Taiwan and Singapore are paying the price for China’s provocative maritime move



Some 19,000 workers in Vietnam rioted yesterday, burning down and damaging as many as 15 factories in an outburst of rage over China’s decision to deploy an oil rig near a disputed chain of islands. Regardless of the trigger, the aggression was ultimately misplaced: Most of the torched facilities were owned by companies based not in China but in Singapore, Taiwan, and South Korea.

In Vietnam, mass demonstrations are almost never allowed by the government. But Hanoi was so incensed by Beijing’s provocation in the South China Sea that it authorized anti-China protests in cities across the country. But those officially-sanctioned protests then spun out of control, giving rise to the violent ransacking of factories in southern Binh Duong province.

As in China two years ago, when protests against Japan’s disputed claim to a separate island chain turned violent, the recent events in Vietnam underscore how volatile the consequences can be when governments stoke nationalist fervor. That’s an especially scary lesson right now in Asia, where territorial disputes over islands in the East and South China Sea are laying bare historical enmities and risking armed conflict.

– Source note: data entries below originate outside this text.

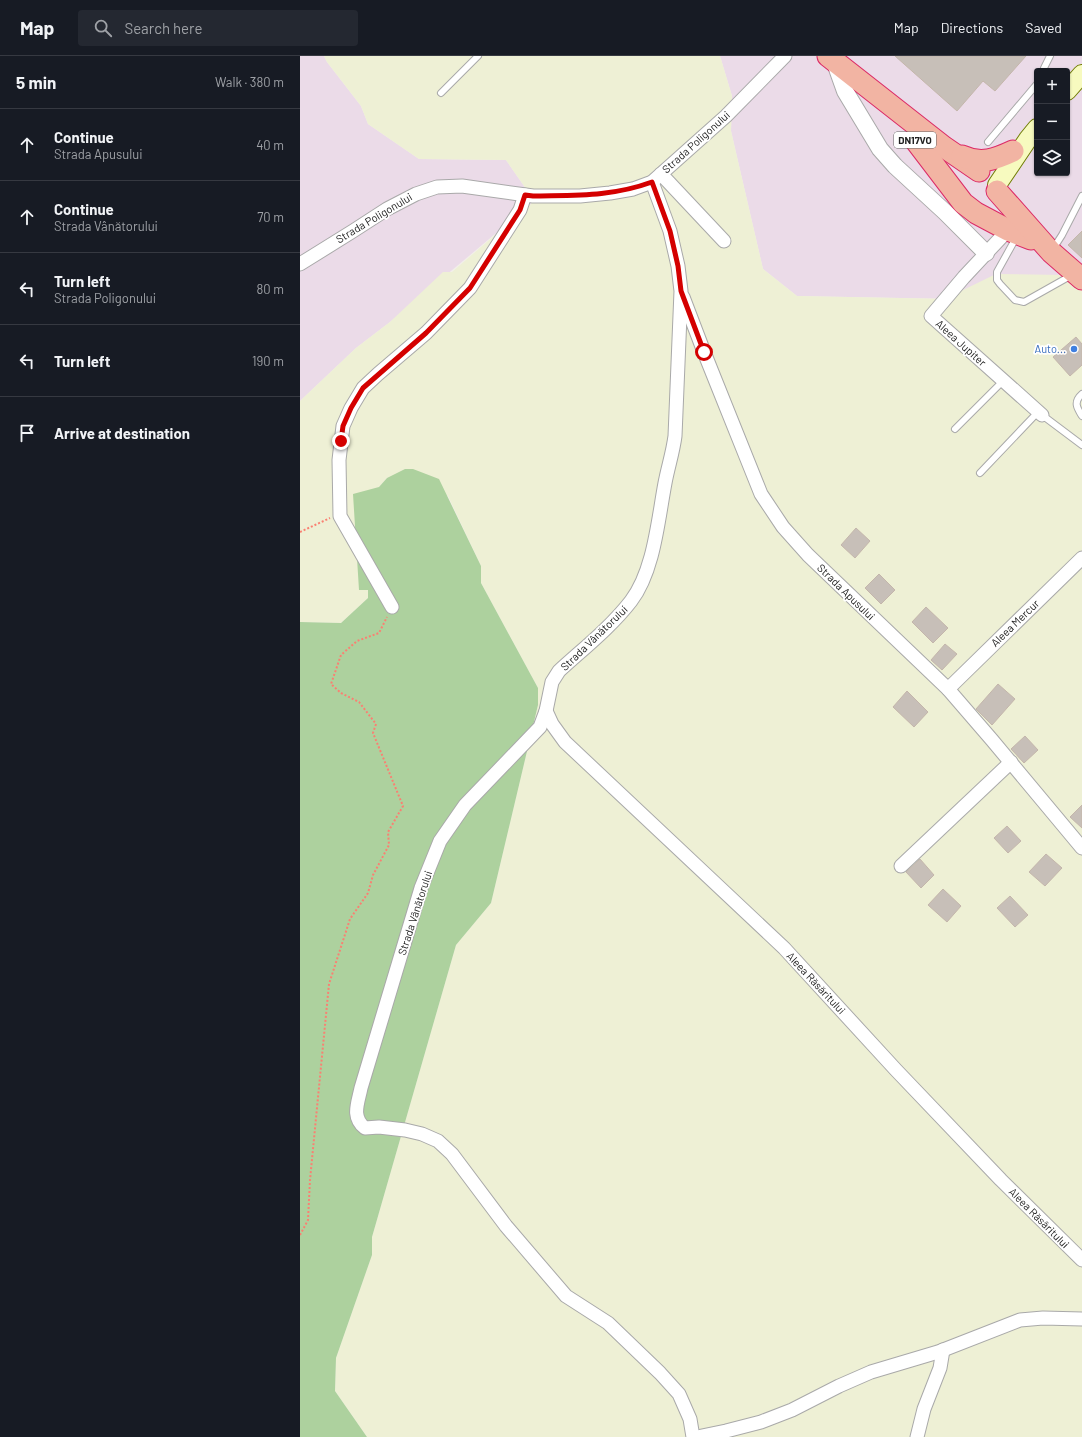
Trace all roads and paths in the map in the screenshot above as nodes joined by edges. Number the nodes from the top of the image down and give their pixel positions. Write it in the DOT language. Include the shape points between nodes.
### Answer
graph roads {
  1 [pos="478,56"];
  2 [pos="785,56"];
  3 [pos="1050,56"];
  4 [pos="831,60"];
  5 [pos="1044,68"];
  6 [pos="1082,74"];
  7 [pos="1034,88"];
  8 [pos="1070,88"];
  9 [pos="869,89"];
  10 [pos="441,93"];
  11 [pos="1026,139"];
  12 [pos="915,140"];
  13 [pos="988,142"];
  14 [pos="944,147"];
  15 [pos="656,178"];
  16 [pos="990,180"];
  17 [pos="963,190"];
  18 [pos="525,195"];
  19 [pos="1082,196"];
  20 [pos="980,206"];
  21 [pos="1019,235"];
  22 [pos="724,241"];
  23 [pos="1051,252"];
  24 [pos="986,253"];
  25 [pos="301,264"];
  26 [pos="1079,276"];
  27 [pos="681,291"];
  28 [pos="1003,380"];
  29 [pos="1082,394"];
  30 [pos="1040,414"];
  31 [pos="1082,416"];
  32 [pos="955,430"];
  33 [pos="1082,445"];
  34 [pos="980,473"];
  35 [pos="340,516"];
  36 [pos="300,532"];
  37 [pos="1082,558"];
  38 [pos="392,607"];
  39 [pos="948,689"];
  40 [pos="546,711"];
  41 [pos="1011,762"];
  42 [pos="1082,848"];
  43 [pos="900,866"];
  44 [pos="300,1235"];
  45 [pos="1082,1260"];
  46 [pos="1082,1319"];
  47 [pos="943,1350"];
  48 [pos="693,1437"];
  49 [pos="697,1437"];
  50 [pos="917,1437"];
  1 -- 10 [label="lane"];
  2 -- 15 [label="street, Strada Poligonului" via="726,116"];
  3 -- 5 [label="lane"];
  4 -- 9 [label="highway, DN17VO"];
  4 -- 24 [label="street" via="845,91 880,149"];
  6 -- 8 [label="main road"];
  7 -- 13 [label="lane"];
  9 -- 12 [label="highway, DN17VO"];
  9 -- 14 [label="highway, DN17VO"];
  11 -- 14 [label="highway" via="992,160 965,158"];
  11 -- 16 [label="main road" via="997,166"];
  12 -- 17 [label="highway, DN17VO"];
  12 -- 21 [label="highway" via="963,203 976,213"];
  14 -- 16 [label="highway, DN17VO"];
  15 -- 18 [label="street, Strada Poligonului" via="633,189 610,193 580,196"];
  15 -- 22 [label="street"];
  15 -- 27 [label="street, Strada Vânătorului" via="672,238"];
  16 -- 17 [label="highway" via="969,176 964,182"];
  16 -- 20 [label="highway" via="995,197"];
  16 -- 23 [label="highway, DN17VO"];
  17 -- 20 [label="highway, DN17VO" via="967,199"];
  18 -- 25 [label="street, Strada Poligonului" via="462,186 437,187 387,208"];
  18 -- 35 [label="street" via="520,210 470,288 426,333 363,388 351,408 343,426 339,460"];
  19 -- 23 [label="lane"];
  20 -- 21 [label="highway, DN17VO"];
  21 -- 23 [label="highway, DN17VO"];
  21 -- 24 [label="street, Aleea Jupiter"];
  21 -- 26 [label="lane" via="997,272 997,280 1015,300 1024,302"];
  23 -- 26 [label="highway, DN17VO"];
  24 -- 28 [label="street, Aleea Jupiter" via="931,316"];
  27 -- 39 [label="street, Strada Apusului" via="761,494 783,528"];
  27 -- 40 [label="street, Strada Vânătorului" via="673,452 643,582 617,617 559,671 552,682"];
  28 -- 30 [label="street, Aleea Jupiter"];
  28 -- 32 [label="lane"];
  29 -- 31 [label="lane" via="1078,397 1076,408"];
  30 -- 33 [label="lane"];
  30 -- 34 [label="lane"];
  35 -- 36 [label="path" via="329,518"];
  35 -- 38 [label="street"];
  37 -- 39 [label="street, Aleea Mercur"];
  38 -- 44 [label="path" via="379,633 357,642 341,655 331,684 341,693 359,702 376,724 374,733 403,806 388,832 389,845 373,875 368,893 350,919 329,984 308,1220"];
  39 -- 41 [label="street, Strada Apusului"];
  40 -- 45 [label="street, Aleea Răsăritului" via="565,742 784,948 907,1082"];
  40 -- 48 [label="street, Strada Vânătorului" via="540,727 464,805 440,841 421,888 361,1088 356,1116 359,1124 365,1128 379,1127 422,1134 438,1141 452,1154 506,1226 566,1296 608,1323 679,1394 690,1419"];
  41 -- 42 [label="street, Strada Apusului"];
  41 -- 43 [label="street"];
  46 -- 47 [label="street" via="1020,1320"];
  47 -- 49 [label="street" via="871,1372 761,1422"];
  47 -- 50 [label="street" via="940,1368 924,1409"];
}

The stand-off between China and Vietnam takes place at the same time as a parallel dispute between China and the Philippines. A group of Chinese fisherman were detained by Philippine authorities and accused of harvesting endangered turtles, and today Manila accused Beijing of reclaiming land on a disputed reef, possibly to build an airstrip or military base.

Following the riots in Vietnam, Taiwanese, Japanese, and South Korean businesses shut their plants in the country and “hung Vietnamese flags outside their business in a bid to deter looters,” according state-run news site VNExpress. The unrest threatens the country’s hard-won success in establishing itself as a low-cost manufacturing center for foreign-owned firms. Even before the China incident raised tensions, violent labor disputes have periodically broken out at Vietnamese factories.

Companies in technology and textiles have shifted their operations to Vietnam in recent years, largely in response to higher labor costs in China and other developing countries. But that trend won’t continue long if there’s a plausible chance of those factories getting burned to the ground.